DUSP MCP student Sarah Dimson, who helped organize the event with DUSP student group urbanAfrica, provided the following write-up of the panel:
U.S. Assistant Secretary of State Johnnie Carson states that Africa “represents the next global economic frontier.” The International Monetary Fund posits that seven out of ten of the world’s fastest growing economies between 2011 and 2015 will be in sub-Saharan Africa. Furthermore, a recent McKinsey report forecasts gross revenue projections in Africa to exceed US $ 2,600 billion by 2020. These promising economic outlooks are also being met by rapid population growth as Africa will be home to an additional 1 billion people by 2050.
The confluence of economic growth and rapid urbanization is creating the ultimate development challenge in Tanzania, which has maintained GDP growth at 5-7 percent over the past decade and includes one of sub-Saharan Africa’s fastest growing emerging market cities in Dar es Salaam. Moreover, distinct to Tanzania are the 2012 discoveries of abundant world class natural gas reserves on-and-off shore. To this, Mtwara, Tanzania, a largely undeveloped region south of Dar es Salaam, is currently the gateway city to the off-shore reserves.
As a result of the hydrocarbon discoveries, Col. (Retd) Joseph Simbakalia, Regional Commissioner of Mtwara, is advancing a progressive short-to-long term development and partnership strategy for the Mtwara Development Corridor, which spans the geographic region of Tanzania and segments of neighboring countries.

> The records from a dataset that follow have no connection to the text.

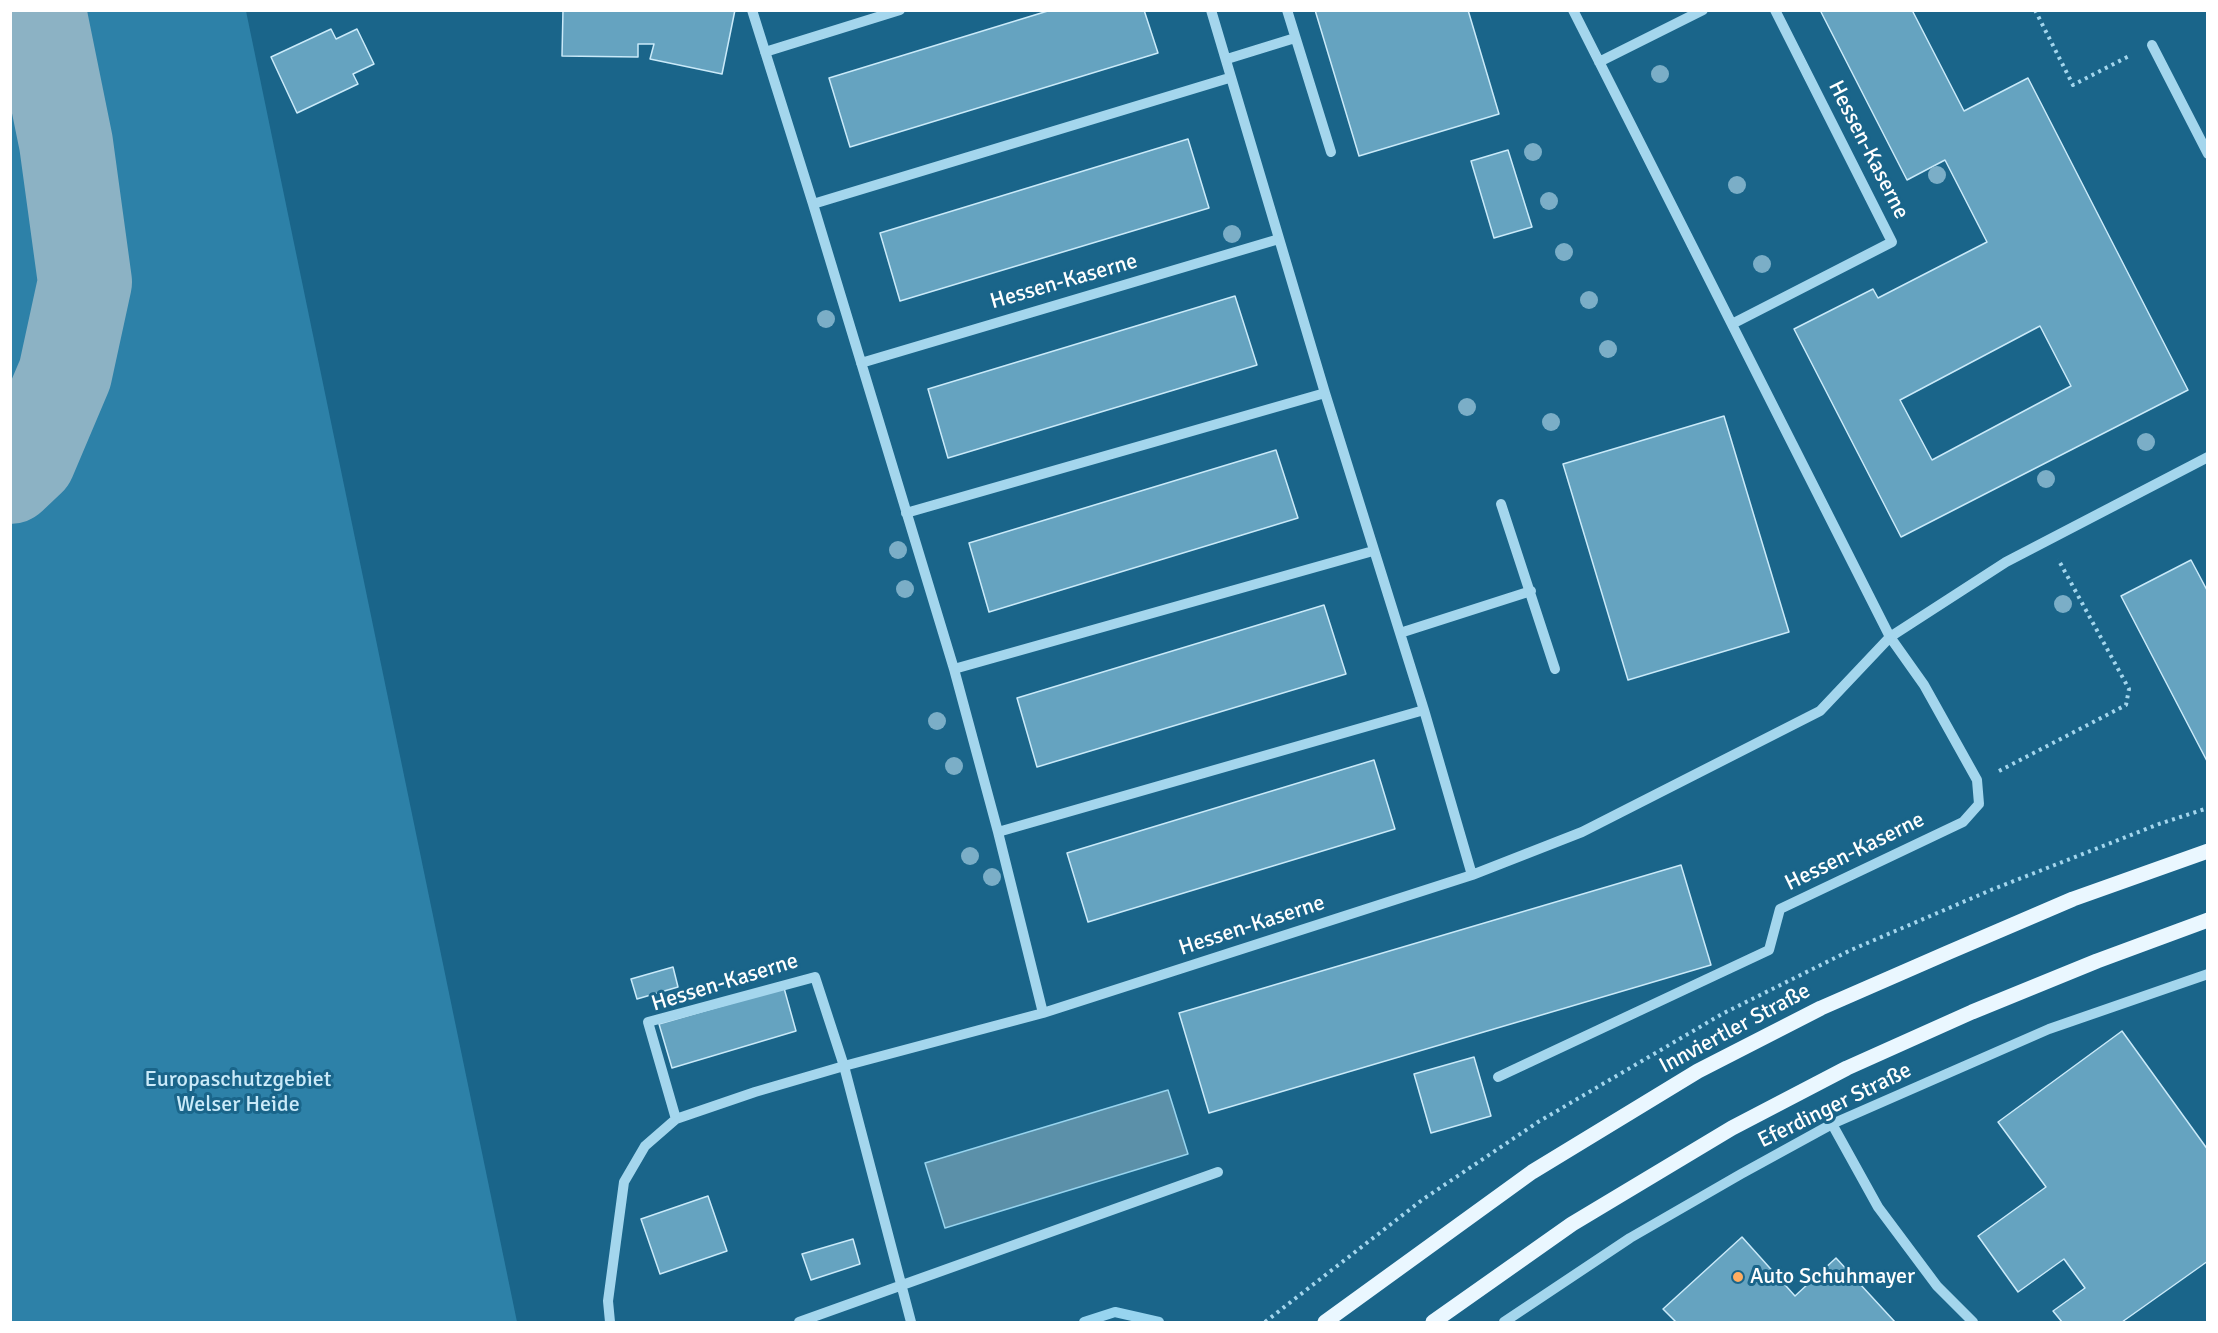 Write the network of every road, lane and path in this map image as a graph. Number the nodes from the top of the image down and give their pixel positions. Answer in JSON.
{"nodes":[{"id":1,"x":752,"y":10,"type":"edge"},
{"id":2,"x":900,"y":10,"type":"edge"},
{"id":3,"x":1211,"y":10,"type":"edge"},
{"id":4,"x":1287,"y":10,"type":"edge"},
{"id":5,"x":1573,"y":10,"type":"edge"},
{"id":6,"x":1703,"y":10,"type":"edge"},
{"id":7,"x":1775,"y":10,"type":"edge"},
{"id":8,"x":2035,"y":10,"type":"edge"},
{"id":9,"x":1294,"y":38,"type":"junction"},
{"id":10,"x":2152,"y":45,"type":"joint"},
{"id":11,"x":765,"y":52,"type":"junction"},
{"id":12,"x":1227,"y":59,"type":"junction"},
{"id":13,"x":1599,"y":62,"type":"junction"},
{"id":14,"x":1229,"y":78,"type":"junction"},
{"id":15,"x":1331,"y":152,"type":"dead end"},
{"id":16,"x":2208,"y":154,"type":"edge"},
{"id":17,"x":813,"y":204,"type":"junction"},
{"id":18,"x":1280,"y":239,"type":"junction"},
{"id":19,"x":1732,"y":324,"type":"junction"},
{"id":20,"x":861,"y":363,"type":"junction"},
{"id":21,"x":1324,"y":393,"type":"junction"},
{"id":22,"x":2208,"y":457,"type":"edge"},
{"id":23,"x":1501,"y":504,"type":"dead end"},
{"id":24,"x":906,"y":513,"type":"junction"},
{"id":25,"x":2048,"y":540,"type":"junction"},
{"id":26,"x":1373,"y":551,"type":"junction"},
{"id":27,"x":1531,"y":591,"type":"junction"},
{"id":28,"x":1400,"y":633,"type":"junction"},
{"id":29,"x":1890,"y":638,"type":"junction"},
{"id":30,"x":954,"y":669,"type":"junction"},
{"id":31,"x":1555,"y":669,"type":"dead end"},
{"id":32,"x":1424,"y":710,"type":"junction"},
{"id":33,"x":1977,"y":780,"type":"junction"},
{"id":34,"x":998,"y":832,"type":"junction"},
{"id":35,"x":2208,"y":851,"type":"edge"},
{"id":36,"x":1472,"y":875,"type":"junction"},
{"id":37,"x":2208,"y":920,"type":"edge"},
{"id":38,"x":2208,"y":974,"type":"edge"},
{"id":39,"x":1043,"y":1013,"type":"junction"},
{"id":40,"x":843,"y":1066,"type":"junction"},
{"id":41,"x":1498,"y":1077,"type":"dead end"},
{"id":42,"x":676,"y":1119,"type":"junction"},
{"id":43,"x":1832,"y":1124,"type":"junction"},
{"id":44,"x":1218,"y":1172,"type":"dead end"},
{"id":45,"x":901,"y":1285,"type":"junction"},
{"id":46,"x":610,"y":1323,"type":"edge"},
{"id":47,"x":800,"y":1323,"type":"edge"},
{"id":48,"x":911,"y":1323,"type":"edge"},
{"id":49,"x":1325,"y":1323,"type":"edge"},
{"id":50,"x":1433,"y":1323,"type":"edge"},
{"id":51,"x":1504,"y":1323,"type":"edge"},
{"id":52,"x":1973,"y":1323,"type":"edge"}],
"edges":[{"from":1,"to":11,"type":"street"},
{"from":2,"to":11,"type":"street"},
{"from":3,"to":12,"type":"street"},
{"from":4,"to":9,"type":"street"},
{"from":5,"to":13,"type":"street"},
{"from":6,"to":13,"type":"street"},
{"from":7,"to":19,"type":"street","name":"Hessen-Kaserne"},
{"from":8,"to":10,"type":"path"},
{"from":9,"to":12,"type":"street"},
{"from":9,"to":15,"type":"street"},
{"from":10,"to":16,"type":"street"},
{"from":11,"to":17,"type":"street"},
{"from":12,"to":14,"type":"street"},
{"from":13,"to":19,"type":"street"},
{"from":14,"to":17,"type":"street"},
{"from":14,"to":18,"type":"street"},
{"from":17,"to":20,"type":"street"},
{"from":18,"to":20,"type":"street","name":"Hessen-Kaserne"},
{"from":18,"to":21,"type":"street"},
{"from":19,"to":29,"type":"street"},
{"from":20,"to":24,"type":"street"},
{"from":21,"to":24,"type":"street"},
{"from":21,"to":26,"type":"street"},
{"from":22,"to":25,"type":"street","name":"Hessen-Kaserne"},
{"from":23,"to":27,"type":"street"},
{"from":24,"to":30,"type":"street"},
{"from":25,"to":29,"type":"street","name":"Hessen-Kaserne"},
{"from":25,"to":33,"type":"path"},
{"from":26,"to":28,"type":"street"},
{"from":26,"to":30,"type":"street"},
{"from":27,"to":28,"type":"street"},
{"from":27,"to":31,"type":"street"},
{"from":28,"to":32,"type":"street"},
{"from":29,"to":33,"type":"street"},
{"from":29,"to":36,"type":"street","name":"Hessen-Kaserne"},
{"from":30,"to":34,"type":"street"},
{"from":32,"to":34,"type":"street"},
{"from":32,"to":36,"type":"street"},
{"from":33,"to":41,"type":"street","name":"Hessen-Kaserne"},
{"from":34,"to":39,"type":"street"},
{"from":35,"to":49,"type":"main road","name":"Innviertler Straße"},
{"from":36,"to":39,"type":"street","name":"Hessen-Kaserne"},
{"from":37,"to":50,"type":"main road"},
{"from":38,"to":43,"type":"street","name":"Eferdinger Straße"},
{"from":39,"to":40,"type":"street","name":"Hessen-Kaserne"},
{"from":40,"to":42,"type":"street","name":"Hessen-Kaserne"},
{"from":40,"to":42,"type":"street","name":"Hessen-Kaserne"},
{"from":40,"to":45,"type":"street","name":"Hessen-Kaserne"},
{"from":42,"to":46,"type":"street","name":"Hessen-Kaserne"},
{"from":43,"to":51,"type":"street","name":"Eferdinger Straße"},
{"from":43,"to":52,"type":"street"},
{"from":44,"to":45,"type":"street"},
{"from":45,"to":47,"type":"street"},
{"from":45,"to":48,"type":"street","name":"Hessen-Kaserne"}]}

The Tanzanian Government is keen to appropriately, fairly and justly leverage its natural resources for sustainable and equitable socio-economic development.

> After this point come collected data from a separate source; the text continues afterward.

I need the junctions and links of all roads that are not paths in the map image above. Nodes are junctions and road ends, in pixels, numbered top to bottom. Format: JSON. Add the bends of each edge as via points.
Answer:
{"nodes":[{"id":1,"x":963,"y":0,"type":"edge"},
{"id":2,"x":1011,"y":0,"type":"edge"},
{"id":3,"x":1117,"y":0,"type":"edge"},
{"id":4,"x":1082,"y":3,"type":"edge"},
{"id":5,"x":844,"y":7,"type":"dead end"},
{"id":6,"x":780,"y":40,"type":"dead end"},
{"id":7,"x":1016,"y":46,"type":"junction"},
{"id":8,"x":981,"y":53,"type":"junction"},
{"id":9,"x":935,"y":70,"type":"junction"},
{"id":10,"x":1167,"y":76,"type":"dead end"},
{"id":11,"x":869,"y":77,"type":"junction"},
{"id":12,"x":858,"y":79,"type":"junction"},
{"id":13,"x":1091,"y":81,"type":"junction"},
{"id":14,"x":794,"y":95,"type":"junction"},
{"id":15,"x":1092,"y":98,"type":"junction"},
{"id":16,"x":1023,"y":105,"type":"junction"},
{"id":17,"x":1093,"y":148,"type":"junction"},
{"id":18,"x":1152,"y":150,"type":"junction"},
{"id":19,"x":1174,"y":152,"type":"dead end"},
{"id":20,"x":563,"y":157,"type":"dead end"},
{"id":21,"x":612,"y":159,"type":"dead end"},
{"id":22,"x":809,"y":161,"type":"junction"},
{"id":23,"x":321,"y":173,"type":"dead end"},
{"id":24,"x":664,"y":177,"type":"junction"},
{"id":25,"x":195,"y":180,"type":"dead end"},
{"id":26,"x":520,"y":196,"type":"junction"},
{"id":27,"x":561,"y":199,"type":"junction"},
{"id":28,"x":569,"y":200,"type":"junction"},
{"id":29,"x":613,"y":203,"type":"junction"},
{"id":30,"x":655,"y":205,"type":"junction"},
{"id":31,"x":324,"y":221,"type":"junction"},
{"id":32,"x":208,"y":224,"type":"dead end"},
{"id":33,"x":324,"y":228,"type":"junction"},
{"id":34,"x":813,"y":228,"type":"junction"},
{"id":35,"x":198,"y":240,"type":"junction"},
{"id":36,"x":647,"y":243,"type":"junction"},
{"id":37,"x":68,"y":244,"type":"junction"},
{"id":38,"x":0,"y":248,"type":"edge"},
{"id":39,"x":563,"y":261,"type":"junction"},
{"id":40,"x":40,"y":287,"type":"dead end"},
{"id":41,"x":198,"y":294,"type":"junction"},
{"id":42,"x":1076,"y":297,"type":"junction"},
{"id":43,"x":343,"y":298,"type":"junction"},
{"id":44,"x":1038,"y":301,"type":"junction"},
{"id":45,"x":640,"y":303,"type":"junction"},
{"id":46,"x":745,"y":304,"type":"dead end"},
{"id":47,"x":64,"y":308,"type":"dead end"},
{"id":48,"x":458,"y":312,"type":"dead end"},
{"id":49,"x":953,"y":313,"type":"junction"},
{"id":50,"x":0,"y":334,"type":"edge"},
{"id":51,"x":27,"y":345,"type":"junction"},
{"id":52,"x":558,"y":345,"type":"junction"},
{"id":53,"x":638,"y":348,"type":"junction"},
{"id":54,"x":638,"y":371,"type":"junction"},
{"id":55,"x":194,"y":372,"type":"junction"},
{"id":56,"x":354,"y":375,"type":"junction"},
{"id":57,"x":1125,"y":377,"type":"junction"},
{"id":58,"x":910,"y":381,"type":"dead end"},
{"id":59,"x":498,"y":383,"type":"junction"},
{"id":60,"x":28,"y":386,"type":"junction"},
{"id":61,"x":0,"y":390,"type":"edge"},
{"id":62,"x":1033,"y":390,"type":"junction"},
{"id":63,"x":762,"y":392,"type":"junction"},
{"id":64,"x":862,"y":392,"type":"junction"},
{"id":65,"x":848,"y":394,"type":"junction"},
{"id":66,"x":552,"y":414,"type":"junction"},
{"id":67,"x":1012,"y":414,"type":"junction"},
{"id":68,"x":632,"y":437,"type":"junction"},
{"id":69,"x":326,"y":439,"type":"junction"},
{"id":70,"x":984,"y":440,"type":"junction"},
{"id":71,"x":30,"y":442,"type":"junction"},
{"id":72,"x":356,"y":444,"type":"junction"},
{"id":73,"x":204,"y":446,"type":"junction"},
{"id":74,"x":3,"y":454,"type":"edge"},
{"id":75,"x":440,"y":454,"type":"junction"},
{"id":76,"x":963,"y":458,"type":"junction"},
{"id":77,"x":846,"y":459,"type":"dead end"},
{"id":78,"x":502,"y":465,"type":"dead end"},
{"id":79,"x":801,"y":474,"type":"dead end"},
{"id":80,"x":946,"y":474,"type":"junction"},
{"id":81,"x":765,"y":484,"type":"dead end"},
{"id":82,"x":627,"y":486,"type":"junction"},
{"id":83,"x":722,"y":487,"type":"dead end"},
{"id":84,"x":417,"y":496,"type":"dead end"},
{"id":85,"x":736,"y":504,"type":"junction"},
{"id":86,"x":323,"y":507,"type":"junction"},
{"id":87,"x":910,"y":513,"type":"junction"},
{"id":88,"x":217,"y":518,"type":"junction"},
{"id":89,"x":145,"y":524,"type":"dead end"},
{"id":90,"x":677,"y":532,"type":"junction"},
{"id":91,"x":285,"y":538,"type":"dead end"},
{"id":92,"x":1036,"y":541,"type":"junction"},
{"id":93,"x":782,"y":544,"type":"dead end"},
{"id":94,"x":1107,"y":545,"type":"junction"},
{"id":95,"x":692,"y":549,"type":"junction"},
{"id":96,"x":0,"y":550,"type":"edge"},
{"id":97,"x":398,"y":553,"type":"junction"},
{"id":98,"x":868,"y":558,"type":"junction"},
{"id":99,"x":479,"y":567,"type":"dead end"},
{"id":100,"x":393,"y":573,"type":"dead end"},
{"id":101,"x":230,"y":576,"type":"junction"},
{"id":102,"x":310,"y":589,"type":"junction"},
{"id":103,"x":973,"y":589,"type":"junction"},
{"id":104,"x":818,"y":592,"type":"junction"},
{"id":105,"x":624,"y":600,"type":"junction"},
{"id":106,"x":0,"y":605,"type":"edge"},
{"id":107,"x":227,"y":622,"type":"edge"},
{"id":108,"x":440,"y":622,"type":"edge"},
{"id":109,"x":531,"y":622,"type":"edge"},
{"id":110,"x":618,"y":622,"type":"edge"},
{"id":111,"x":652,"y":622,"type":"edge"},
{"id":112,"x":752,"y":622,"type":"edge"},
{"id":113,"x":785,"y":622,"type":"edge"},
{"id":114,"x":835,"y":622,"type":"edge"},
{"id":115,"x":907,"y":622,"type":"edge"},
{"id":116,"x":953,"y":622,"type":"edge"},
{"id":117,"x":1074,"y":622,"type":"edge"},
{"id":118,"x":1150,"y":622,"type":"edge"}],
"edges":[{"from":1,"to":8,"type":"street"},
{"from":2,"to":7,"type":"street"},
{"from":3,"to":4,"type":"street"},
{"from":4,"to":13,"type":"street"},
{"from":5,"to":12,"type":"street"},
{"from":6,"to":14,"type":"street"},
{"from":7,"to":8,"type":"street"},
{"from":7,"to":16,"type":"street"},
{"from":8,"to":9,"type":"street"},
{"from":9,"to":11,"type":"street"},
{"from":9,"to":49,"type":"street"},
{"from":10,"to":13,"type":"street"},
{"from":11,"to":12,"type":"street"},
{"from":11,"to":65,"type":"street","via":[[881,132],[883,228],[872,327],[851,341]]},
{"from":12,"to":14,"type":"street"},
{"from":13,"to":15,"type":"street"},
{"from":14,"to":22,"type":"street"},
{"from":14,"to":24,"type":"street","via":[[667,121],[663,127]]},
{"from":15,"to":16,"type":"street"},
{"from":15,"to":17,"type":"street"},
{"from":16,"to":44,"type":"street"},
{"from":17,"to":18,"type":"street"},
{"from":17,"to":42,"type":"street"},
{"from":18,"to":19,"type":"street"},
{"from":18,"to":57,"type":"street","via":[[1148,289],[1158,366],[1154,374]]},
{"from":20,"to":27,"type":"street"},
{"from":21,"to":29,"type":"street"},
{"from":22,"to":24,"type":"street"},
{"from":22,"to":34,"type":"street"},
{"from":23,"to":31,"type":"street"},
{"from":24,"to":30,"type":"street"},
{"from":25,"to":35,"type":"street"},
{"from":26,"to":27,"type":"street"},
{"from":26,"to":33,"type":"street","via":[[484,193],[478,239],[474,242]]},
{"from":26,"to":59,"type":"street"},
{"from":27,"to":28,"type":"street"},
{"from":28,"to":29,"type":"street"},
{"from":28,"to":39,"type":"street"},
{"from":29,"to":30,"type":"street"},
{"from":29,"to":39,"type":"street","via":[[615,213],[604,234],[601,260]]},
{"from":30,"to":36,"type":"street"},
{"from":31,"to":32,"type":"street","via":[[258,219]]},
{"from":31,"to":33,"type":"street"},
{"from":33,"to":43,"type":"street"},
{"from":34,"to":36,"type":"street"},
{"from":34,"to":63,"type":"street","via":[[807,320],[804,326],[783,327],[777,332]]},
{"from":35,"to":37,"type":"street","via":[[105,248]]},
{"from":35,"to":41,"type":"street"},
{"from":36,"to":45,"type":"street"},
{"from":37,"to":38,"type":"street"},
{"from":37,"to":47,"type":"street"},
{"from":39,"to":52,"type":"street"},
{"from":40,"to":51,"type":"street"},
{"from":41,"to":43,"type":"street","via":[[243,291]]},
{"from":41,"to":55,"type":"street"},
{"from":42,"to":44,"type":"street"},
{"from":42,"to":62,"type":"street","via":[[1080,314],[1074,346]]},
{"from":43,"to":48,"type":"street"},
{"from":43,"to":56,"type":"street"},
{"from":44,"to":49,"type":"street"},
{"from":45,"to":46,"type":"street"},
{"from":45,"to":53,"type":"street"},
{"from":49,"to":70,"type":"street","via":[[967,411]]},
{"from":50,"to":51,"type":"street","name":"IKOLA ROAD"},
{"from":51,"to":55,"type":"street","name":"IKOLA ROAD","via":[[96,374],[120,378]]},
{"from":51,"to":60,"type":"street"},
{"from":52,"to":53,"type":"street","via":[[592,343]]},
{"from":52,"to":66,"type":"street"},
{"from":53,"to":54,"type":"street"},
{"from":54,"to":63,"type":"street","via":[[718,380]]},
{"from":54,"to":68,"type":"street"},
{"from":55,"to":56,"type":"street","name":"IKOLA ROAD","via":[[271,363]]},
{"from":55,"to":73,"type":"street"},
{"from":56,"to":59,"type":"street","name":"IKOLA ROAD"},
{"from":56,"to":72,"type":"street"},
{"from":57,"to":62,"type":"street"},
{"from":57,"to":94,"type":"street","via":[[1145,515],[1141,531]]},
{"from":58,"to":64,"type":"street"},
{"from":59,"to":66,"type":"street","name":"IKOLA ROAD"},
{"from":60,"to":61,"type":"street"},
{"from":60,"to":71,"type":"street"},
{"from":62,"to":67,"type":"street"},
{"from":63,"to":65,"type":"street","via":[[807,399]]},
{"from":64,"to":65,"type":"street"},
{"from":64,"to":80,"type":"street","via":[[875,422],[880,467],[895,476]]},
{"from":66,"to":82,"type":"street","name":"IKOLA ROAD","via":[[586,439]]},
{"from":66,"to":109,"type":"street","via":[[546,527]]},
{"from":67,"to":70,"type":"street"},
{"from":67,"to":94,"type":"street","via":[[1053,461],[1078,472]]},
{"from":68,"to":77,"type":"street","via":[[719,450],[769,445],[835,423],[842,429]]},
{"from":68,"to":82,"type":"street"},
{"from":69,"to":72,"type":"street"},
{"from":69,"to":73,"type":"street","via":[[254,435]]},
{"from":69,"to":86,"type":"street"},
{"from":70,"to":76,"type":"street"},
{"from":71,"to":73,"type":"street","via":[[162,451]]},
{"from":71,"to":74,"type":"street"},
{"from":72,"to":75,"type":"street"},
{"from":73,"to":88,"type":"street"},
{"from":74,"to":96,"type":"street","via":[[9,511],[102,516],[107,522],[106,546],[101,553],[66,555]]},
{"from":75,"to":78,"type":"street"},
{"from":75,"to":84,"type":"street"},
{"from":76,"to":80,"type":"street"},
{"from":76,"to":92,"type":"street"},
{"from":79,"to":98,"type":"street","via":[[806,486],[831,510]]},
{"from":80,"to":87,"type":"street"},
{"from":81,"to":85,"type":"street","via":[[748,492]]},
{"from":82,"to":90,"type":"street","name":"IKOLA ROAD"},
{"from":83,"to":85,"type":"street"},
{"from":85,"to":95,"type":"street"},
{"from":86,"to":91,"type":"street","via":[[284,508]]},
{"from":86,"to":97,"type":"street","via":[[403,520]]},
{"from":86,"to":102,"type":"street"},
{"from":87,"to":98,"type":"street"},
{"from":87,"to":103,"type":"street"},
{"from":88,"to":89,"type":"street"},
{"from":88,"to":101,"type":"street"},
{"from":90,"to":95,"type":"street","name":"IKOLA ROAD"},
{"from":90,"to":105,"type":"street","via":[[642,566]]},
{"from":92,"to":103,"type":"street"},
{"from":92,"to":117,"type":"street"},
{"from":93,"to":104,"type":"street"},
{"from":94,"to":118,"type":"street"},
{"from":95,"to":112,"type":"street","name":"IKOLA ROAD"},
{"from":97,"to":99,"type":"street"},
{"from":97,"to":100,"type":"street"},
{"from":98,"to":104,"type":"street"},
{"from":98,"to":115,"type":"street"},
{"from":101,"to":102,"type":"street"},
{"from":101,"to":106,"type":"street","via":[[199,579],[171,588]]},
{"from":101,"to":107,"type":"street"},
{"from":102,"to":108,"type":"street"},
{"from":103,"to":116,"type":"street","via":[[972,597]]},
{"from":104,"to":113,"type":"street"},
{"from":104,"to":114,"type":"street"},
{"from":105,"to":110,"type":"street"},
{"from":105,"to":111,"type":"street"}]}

On November 7, 2012, the distinguished, multi-disciplinary faculty panel used their respective expertise to provide Mr. Simbakalia with some recommendations on how to move forward. Professor Lessard spoke about the need to develop human infrastructure, project infrastructure, and develop a local business structure that supports small and medium sized enterprises. Professor Rajagopal outlined five key areas for review: the revenue structure (i.e. the possibility of a sovereign wealth fund); relationship terms between the Government and private firms; institutional coordination efforts, particularly per the various countries involved in the Mtwara Corridor; social and environmental mitigation strategies; and aspects of the national policy that provide a framework for decision making apropos regional and local development plans. Finally, Professor Juma suggested that Mr. Simbakalia focus on requisite infrastructure and entrepreneurship. The panel also addressed questions posed by Mr. Simbakalia and those in attendance. The panel was focused, full of energy and thought provoking. Mr. Simbakalia left Cambridge with a robust set of new ideas and resources.